悪魔な義理弟《ボディーガード》~ヤンキー校最凶犬男子の独占欲が強過ぎる~
「おい、おっさん」
そして、公演終了後。
最後の客が部屋から出て行ったのを見計らって、俺達は会場内に乗り込んだ。
「なんだ君達は?ここは学生が来るような場所じゃないぞ」
制服姿の俺達を見た途端、急に険しい顔付きになった後頭部ハゲのおっさんは、怪訝な目を向けて警戒心を露わにしてきた。
「あんた本物の催眠術師なんだろ。ちょっと術をかけて欲しい人がいるんだけど、俺達に付き合ってくんね?」
それから、回りくどいことは嫌いなので単刀直入に切り込んだら、いつの間にか背後に立っていた黒いスーツ姿のガタイがいい男に、突然首根っこを掴まれた。
「おいおい、困るんだよ。ここはガキの遊び場じゃねえんだ。おじさん達は忙しいからさっさとお家に帰りな」
そう言って、部屋の外に追い出されそうになった手前。
俺は首元を掴む男の手首を握ると、そのまま力任せに背負い投げをした。
男は背中を床に強く打ち付け、短い悲鳴が上がったと同時に、こいつの胸元を勢いよく踏み付ける。
「なあ、あんたらここで荒稼ぎしてんだろ?だから、いいじゃねえかよ。学生の頼みを一つや二つ聞いてくれても」
そして、痛みに悶えるスーツ姿の男がなんだか滑稽に見えて、俺はポケットに手を突っ込みながら踏み付ける足に力を込めた。
「……な、なんだこいつ。全然ビクともしねえ……」
どうやら、こっちの話は一切聞くつもりはないようで。
スーツ姿の男は何とか俺の足をどかそうと尚も抵抗してくるので、諦めて靴の踵で急所を強く蹴り付けたら、一瞬にして気絶してしまった。
「てめら、ふざけるのもいい加減にしろ!俺達を誰だと思って……」
それから、傍で突っ立っていたもう一人のサングラスをかけた男が、殴りかかろうとした矢先。

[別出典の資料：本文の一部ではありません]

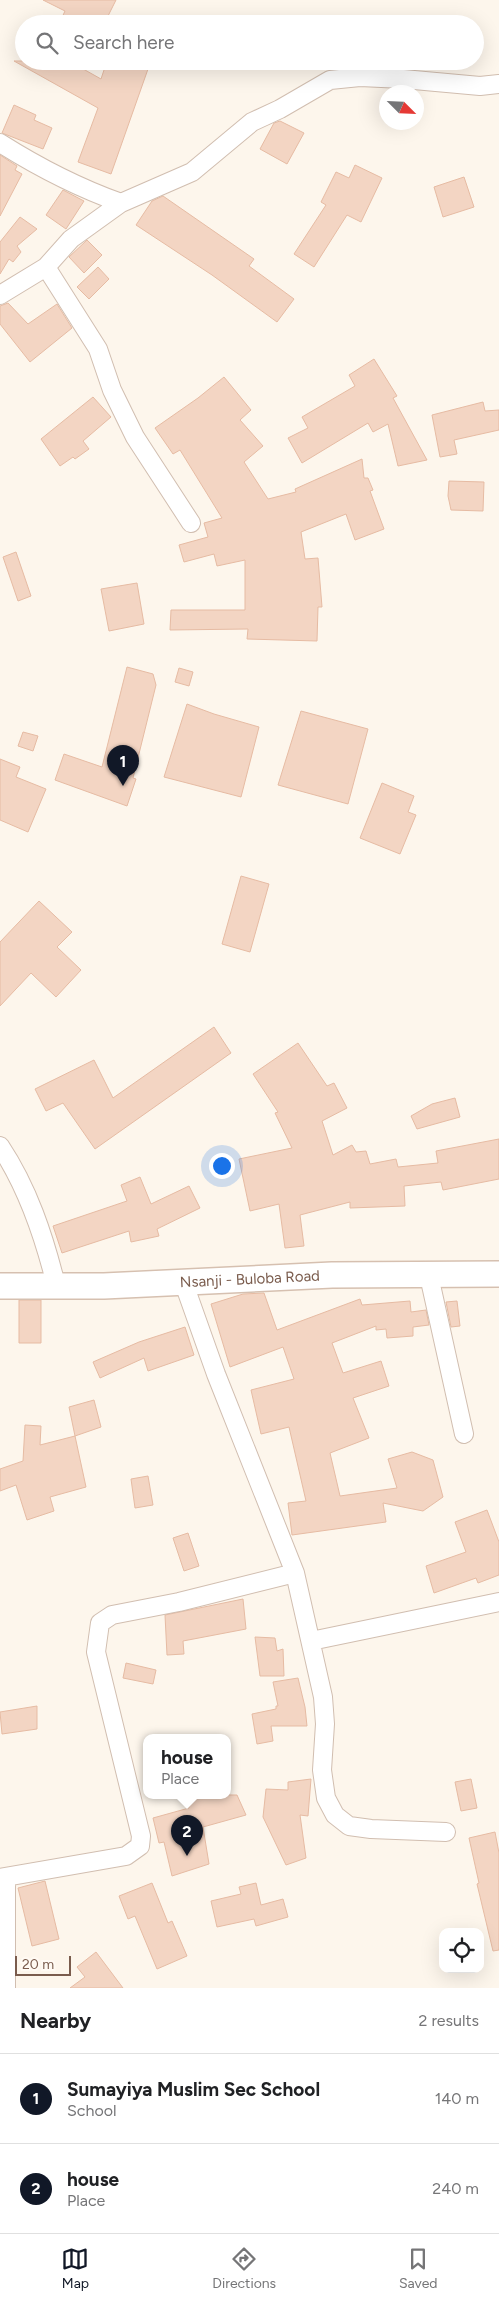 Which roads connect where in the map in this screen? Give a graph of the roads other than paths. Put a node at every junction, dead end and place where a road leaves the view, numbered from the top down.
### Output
1 (499, 84) edge
2 (0, 143) edge
3 (121, 203) junction
4 (46, 267) junction
5 (0, 295) edge
6 (191, 522) dead end
7 (0, 1146) edge
8 (499, 1274) edge
9 (429, 1276) junction
10 (183, 1281) junction
11 (56, 1285) junction
12 (0, 1286) edge
13 (464, 1434) dead end
14 (295, 1573) junction
15 (499, 1602) edge
16 (311, 1641) junction
17 (446, 1832) dead end
18 (3, 1878) edge
19 (6, 1988) edge

1 - 3 street
2 - 3 street
3 - 4 street
4 - 5 street
4 - 6 street
7 - 11 street
8 - 9 main road, Nsanji - Buloba Road
9 - 10 main road, Nsanji - Buloba Road
9 - 13 street
10 - 11 main road, Nsanji - Buloba Road
10 - 14 street
11 - 12 main road, Nsanji - Buloba Road
14 - 16 street
14 - 18 street
15 - 16 street
16 - 17 street
18 - 19 street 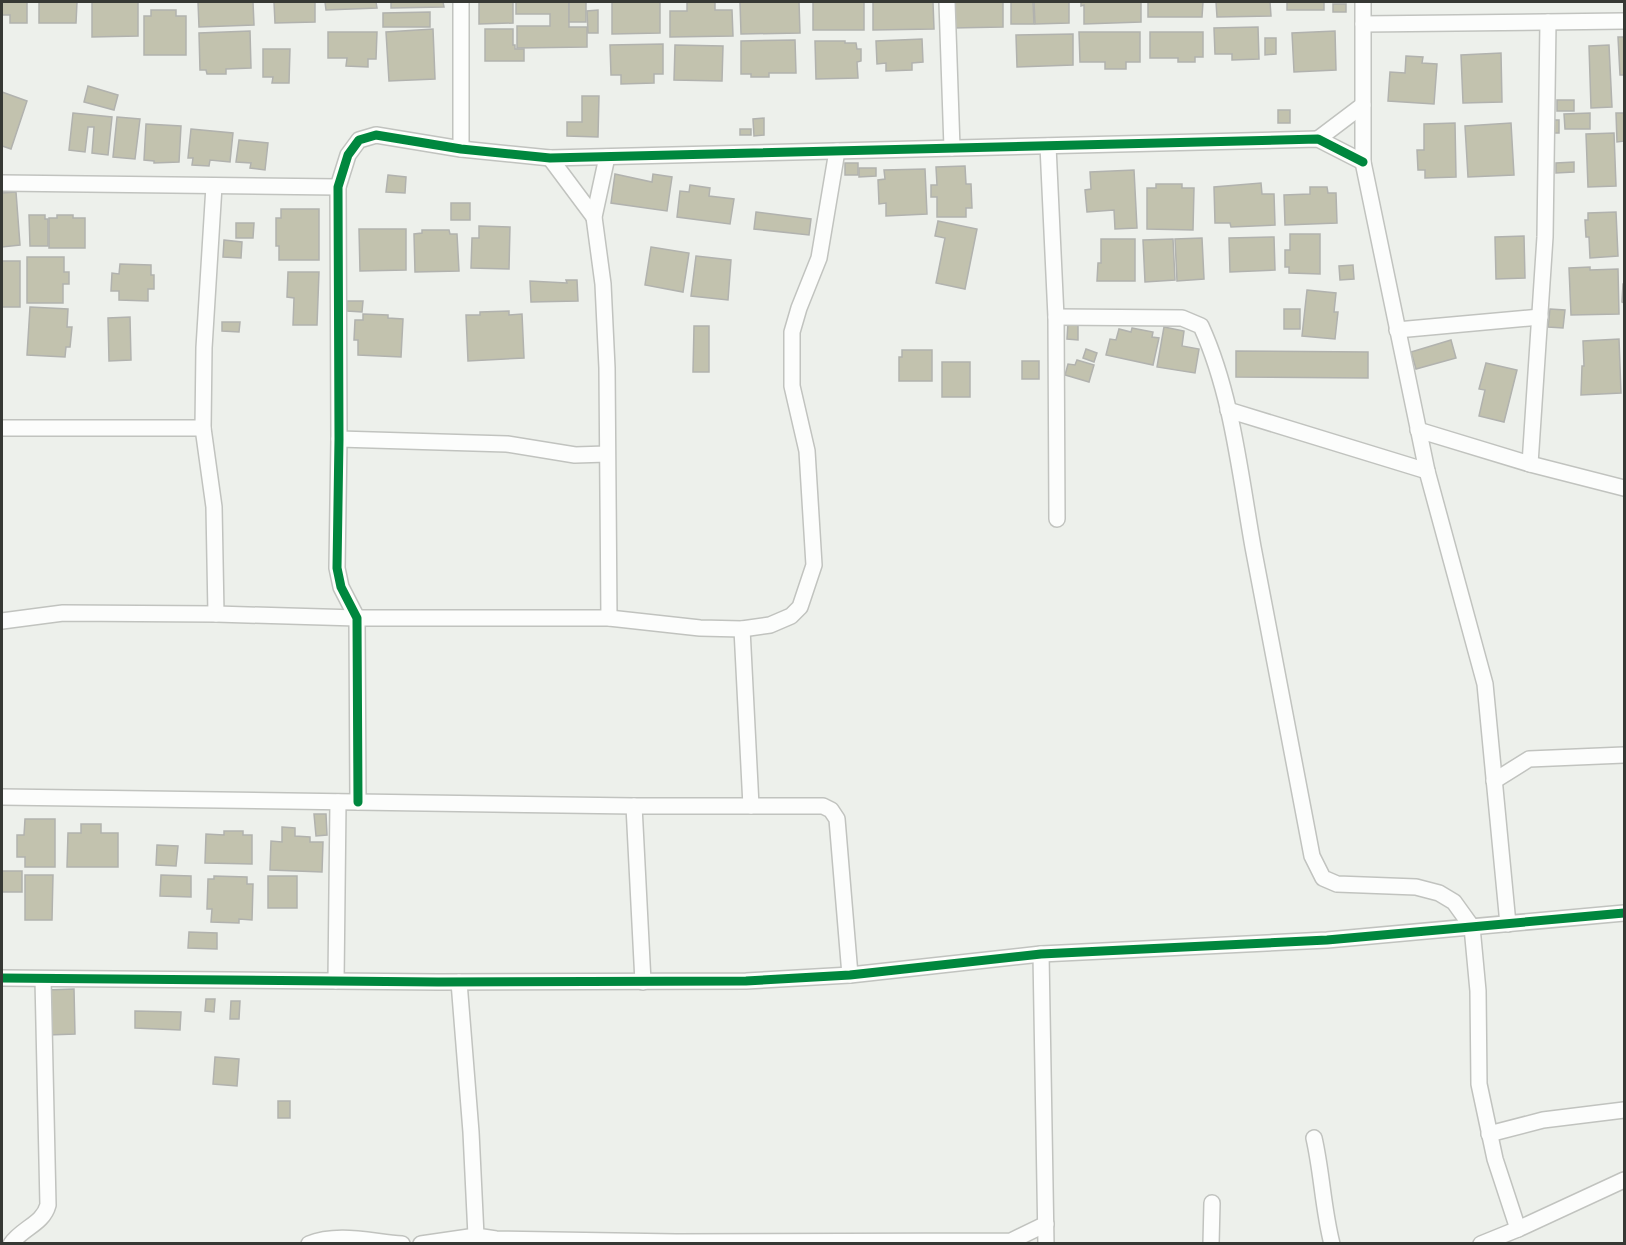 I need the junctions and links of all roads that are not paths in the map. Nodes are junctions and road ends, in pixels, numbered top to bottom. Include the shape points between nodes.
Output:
1 (461, 2) edge
2 (947, 2) edge
3 (1363, 2) edge
4 (1624, 21) edge
5 (1548, 22) junction
6 (1363, 24) junction
7 (1363, 105) junction
8 (1318, 140) junction
9 (1048, 146) junction
10 (952, 148) junction
11 (461, 149) junction
12 (837, 151) junction
13 (607, 157) junction
14 (550, 158) junction
15 (1363, 162) junction
16 (2, 183) edge
17 (214, 186) junction
18 (339, 187) junction
19 (594, 217) junction
20 (1056, 317) junction
21 (1540, 317) junction
22 (1398, 330) junction
23 (1228, 410) junction
24 (2, 428) edge
25 (203, 428) junction
26 (1418, 430) junction
27 (339, 439) junction
28 (608, 454) junction
29 (1530, 464) junction
30 (1427, 471) junction
31 (1624, 488) edge
32 (1058, 519) dead end
33 (216, 614) junction
34 (357, 618) junction
35 (609, 618) junction
36 (2, 621) edge
37 (742, 629) junction
38 (1624, 755) edge
39 (1494, 781) junction
40 (2, 797) edge
41 (338, 802) junction
42 (358, 802) junction
43 (634, 806) junction
44 (751, 806) junction
45 (1624, 913) edge
46 (1508, 924) junction
47 (1472, 927) junction
48 (1041, 954) junction
49 (850, 975) junction
50 (2, 978) edge
51 (44, 979) junction
52 (336, 981) junction
53 (459, 982) junction
54 (643, 982) junction
55 (1624, 1110) edge
56 (1489, 1134) junction
57 (1314, 1138) dead end
58 (1624, 1180) edge
59 (1212, 1203) dead end
60 (1046, 1224) junction
61 (1518, 1228) junction
62 (476, 1236) junction
63 (10, 1239) edge
64 (1500, 1240) edge
65 (1013, 1242) edge
66 (309, 1244) edge
67 (402, 1244) edge
68 (421, 1244) edge
69 (1046, 1244) edge
70 (1211, 1244) edge
71 (1332, 1244) edge
72 (1481, 1244) edge

1 - 11 street
2 - 10 street
3 - 6 street
4 - 5 street
5 - 6 street
5 - 21 street
6 - 7 street
7 - 8 street
7 - 15 street
8 - 9 street
8 - 15 street
9 - 10 street
9 - 20 street
10 - 12 street
11 - 14 street
11 - 18 street via 376,135 359,140 348,155
12 - 13 street
12 - 37 street via 819,258 792,332 792,386 807,451 813,565 800,607 791,616 770,625
13 - 14 street
13 - 19 street
14 - 19 street
15 - 22 street
16 - 17 street
17 - 18 street
17 - 25 street
18 - 27 street
19 - 28 street via 604,298
20 - 23 street via 1182,318 1201,326
20 - 32 street
21 - 22 street
21 - 29 street
22 - 26 street
23 - 30 street
23 - 47 street via 1312,856 1323,878 1337,884 1416,887 1439,893 1454,902
24 - 25 street
25 - 33 street via 214,507
26 - 29 street
26 - 30 street
27 - 28 street via 507,444 568,455
27 - 34 street via 337,568
28 - 35 street
29 - 31 street
30 - 39 street via 1485,684
33 - 34 street
33 - 36 street via 63,613
34 - 35 street
34 - 42 street
35 - 37 street
37 - 44 street
38 - 39 street via 1529,759
39 - 46 street
40 - 41 street
41 - 42 street
41 - 52 street
42 - 43 street
43 - 44 street
43 - 54 street
44 - 49 street via 822,806 837,819
45 - 46 street
46 - 47 street
47 - 48 street
47 - 56 street via 1478,991 1479,1084
48 - 49 street
48 - 60 street
49 - 54 street
50 - 51 street
51 - 52 street
51 - 63 street via 48,1205 39,1221
52 - 53 street
53 - 54 street
53 - 62 street
55 - 56 street via 1543,1120
56 - 61 street
57 - 71 street
58 - 61 street
59 - 70 street
60 - 65 street
60 - 69 street
61 - 64 street
62 - 65 street via 676,1242
62 - 68 street
64 - 72 street
66 - 67 street via 338,1239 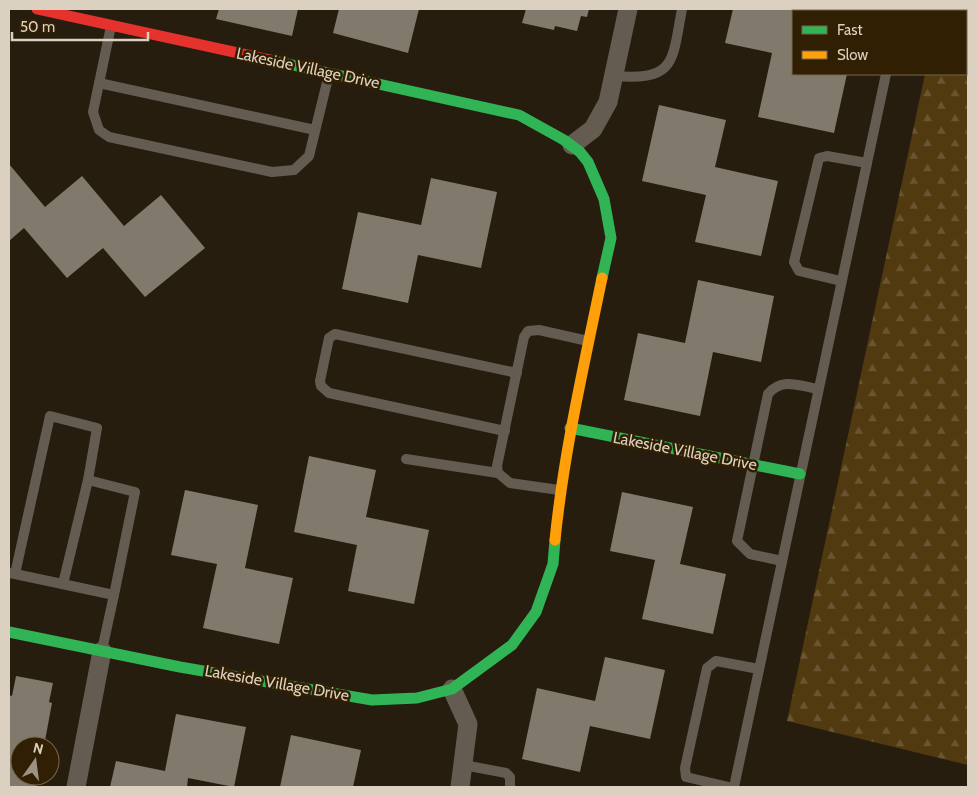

それを遮るように、圭は男の目前で思いっきり部屋の壁を蹴り付けた瞬間、鈍い音と共に壁には綺麗な穴がぽっかりと開いた。
「勿論知ってるよ。でもいいの?そんな名だたる組合員がこんな一学生にやられたなんて知られたら、あんたらの立場が危ないんじゃない?」
そう脅しをかける圭の表情は相変わらず崩れることはなく、満面の笑みを男に向ける。
それに怖気付き始めたサングラスの男は言い淀んでいると、圭は容赦無く男の首を掴み、そのまま壊れた壁に頭を叩きつけた。
「ねえ。少しでいいから、この催眠術師のおっさん貸してよ。すぐ返すから」
そして、甘い声で優しく語りかけながらも、首を掴む手にはどんどんと力が込められているようで、男は次第に泡を吹き始め、助けを乞うように首を必死に縦に振る。
「じゃあ、そういうことだから。いいよな?」
とりあえず、話はついたということにして。
俺は地面に尻餅をついて怯える後頭部ハゲのおっさんを見下ろしながら、笑顔でそう尋ねる。
「は、はい。もう好きにしてください。だから、どうか命だけは助けてください!」
すると、おっさんは必死な表情で、地面に頭を擦り付けてきた。